2 of 65 comments (clear)

  1. Re:Ok...why do you need multiple keyboards? by AuMatar · · Score: 4, Informative

    Swyping functionality used to be a big one.

    Language support that the default phone doesn't include.

    Handwriting mode, if you're into that.

    Better autocorrect libraries

    Alternative layouts, if you like dvorak

    New features, such as syncing personal word lists to the cloud.

    That's what comes off the top of my head, if I thought about it I could come up with dozens more.

    (Bias note: I worked at Swype, the first popular 3rd party keyboard).

    --
    I still have more fans than freaks. WTF is wrong with you people?
  2. Re:Ok...why do you need multiple keyboards? by stephanruby · · Score: 4, Interesting

    I can't speak for the Go keyboard. I've never used it. Nor am I going to tell you the 3rd party software keyboard that I use, I think people should just try different keyboards until they find one that's right for them.

    But for me, it offers speed and convenience (at the cost of privacy).

    In other words, if privacy is your number one concern, please read no further, custom 3rd party keyboards are not for you.

    My own keyboard knows what I'm going to say before I say it. It has access to my last twenty years of emails, sms/texts, and the little bit of social media content I've generated. It remembers previously used phone numbers, email addresses, and physical addresses. It shares information to the cloud and across devices. If I'm typing a previously used address into Waze or Google Maps on a new phone, it will do a better job of completing that address than either of those two applications will.

    But don't visualize the typical auto-complete search form you might find on google, nor the typical PC auto expander application you might download from a shareware site, my keyboard may know the next words that I'm going to write, since it doesn't need me to type a single letter before suggesting words, but it still offers its suggestions word by word in case I need to deviate from my usual pattern (and offers me alternative suggestions from other patterns I've used). And in that sense, I think it's much less distracting than the auto-complete mechanism used on a google search form (on the google search form, auto-complete is more of an exploratory mechanism).

    My keyboard knows grammar and spelling for my native French which I do not remember perfectly. It can do French accents, without me having to press and hold a key, or without me having to go into an alternate keyboard. It allows me to mix French and English when writing to family members (instead of highlighting all my mistakes in French when enabling the English spell checker, or highlighting all my mistakes in English when enabling the French spell checker). If you're trilingual, it allows you to use or mix up to three European languages at the same time.

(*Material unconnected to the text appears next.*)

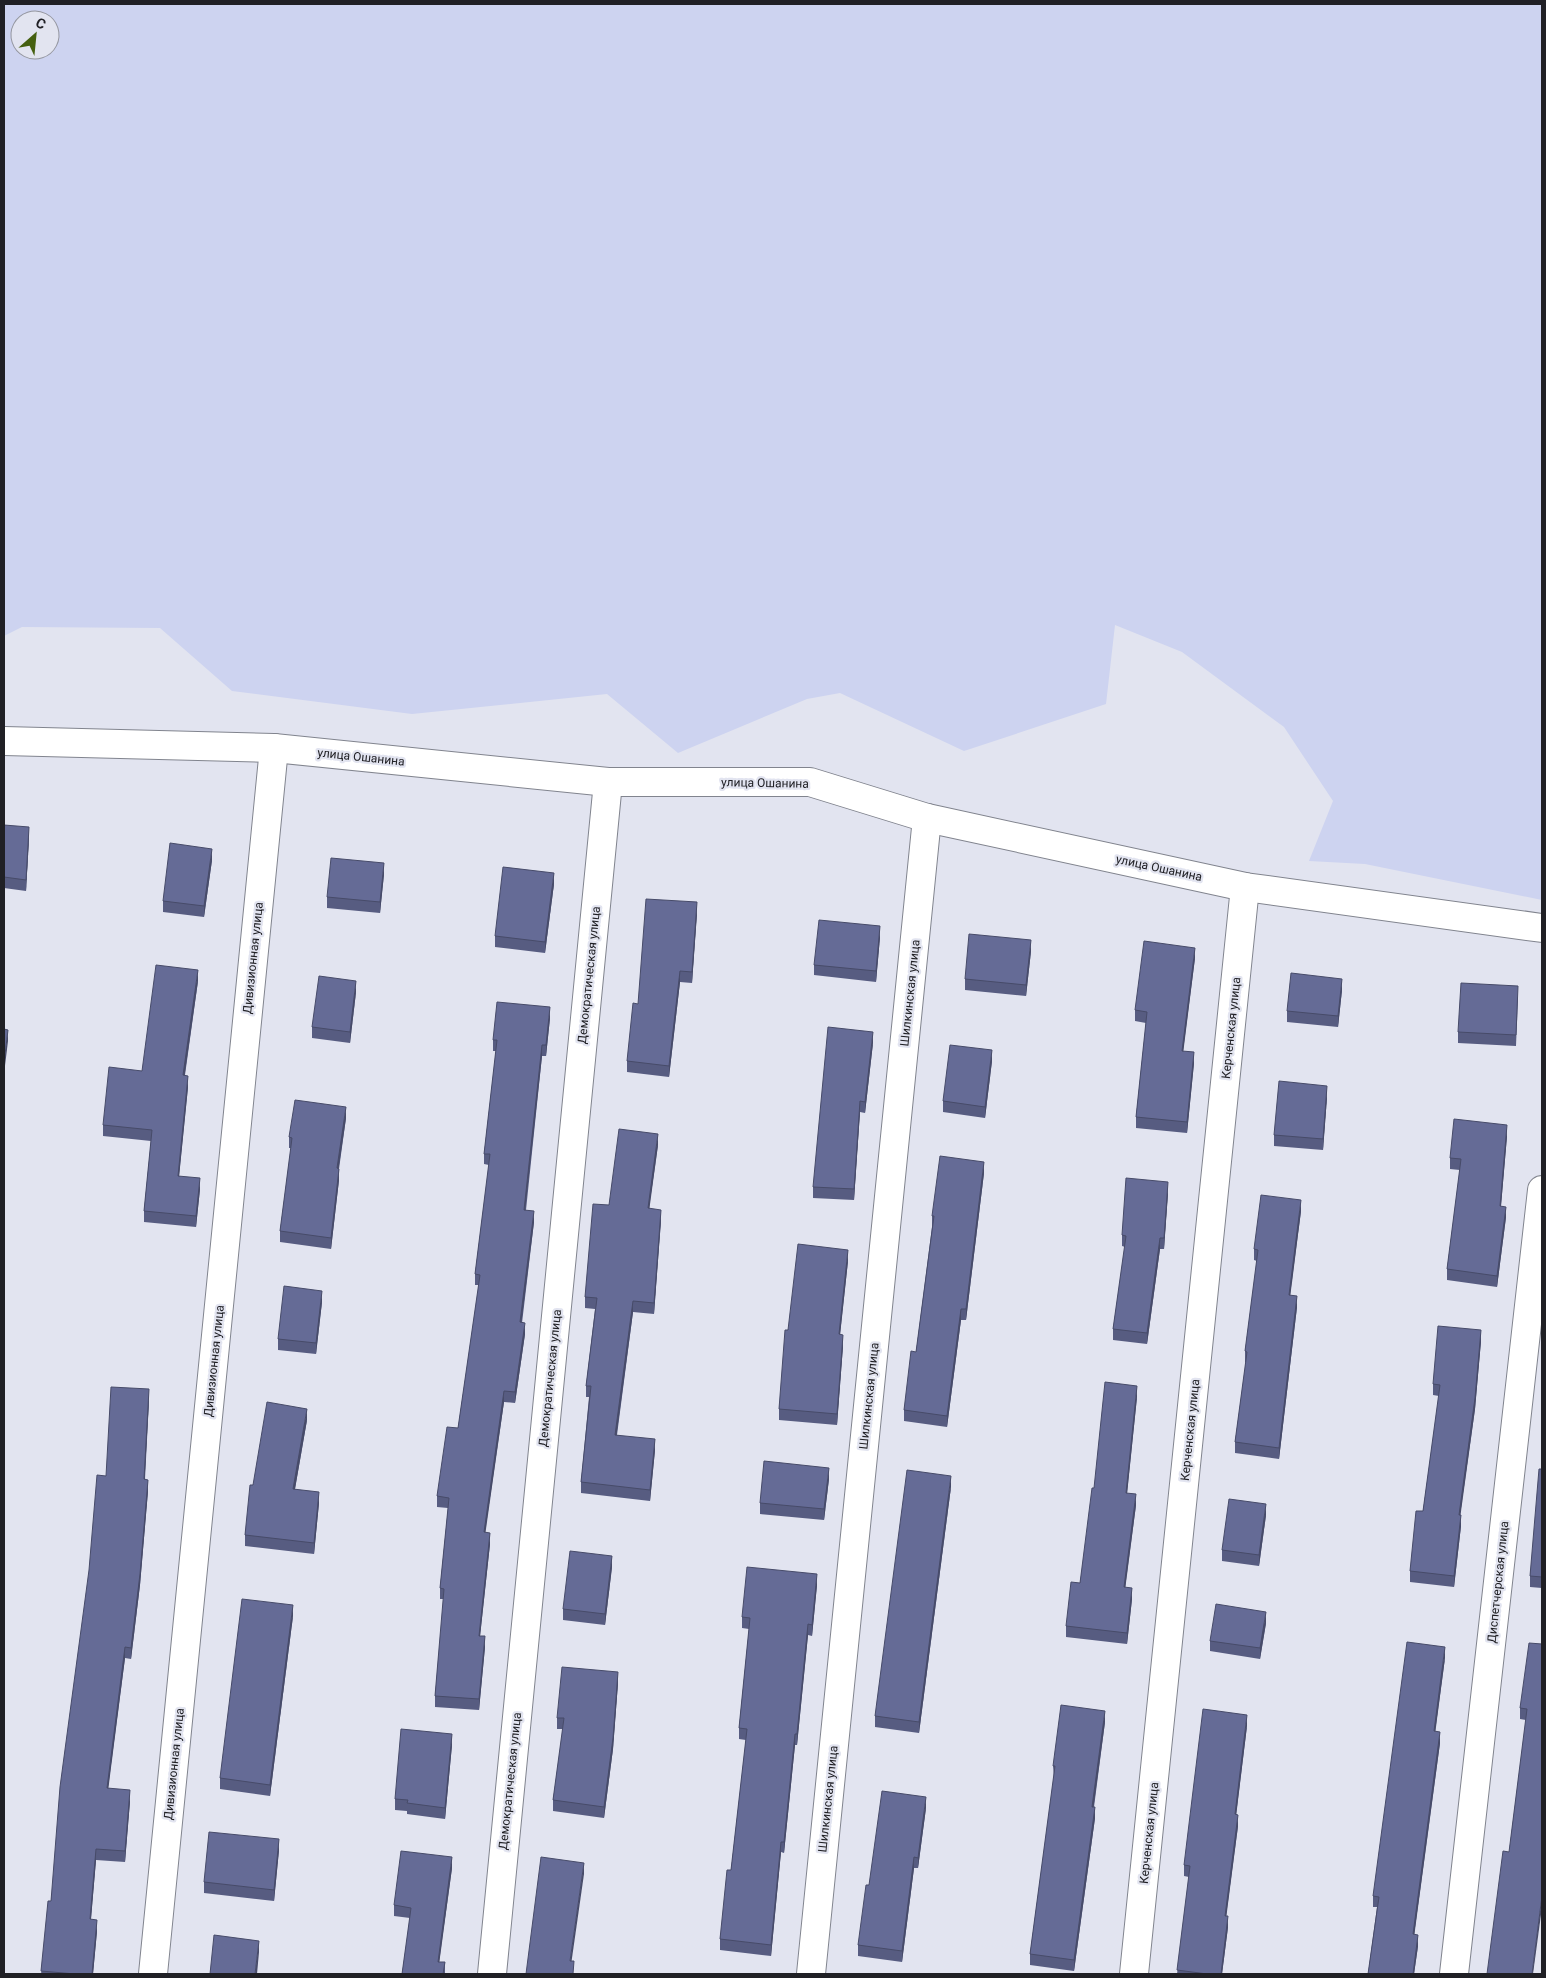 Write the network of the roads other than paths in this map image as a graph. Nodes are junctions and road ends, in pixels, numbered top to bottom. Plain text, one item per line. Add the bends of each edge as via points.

    I don't know how it handles non-European languages, but I would assume that there are third-party keyboards that specialize in Asian, Middle-Eastern, and other exotic languages. And if god forbid, if I don't want it to remember a particular porn website I use or the search keywords that I use on that porn site, I just long press on the suggestion to delete it from its database. Also, the keyboard is designed not to save what's entered into password fields.

    And the default Android keyboard is great, in fact, it copied many of the great features 3rd party Android keyboards pioneered, but it is still playing catch up to some of those other 3rd party keyboards.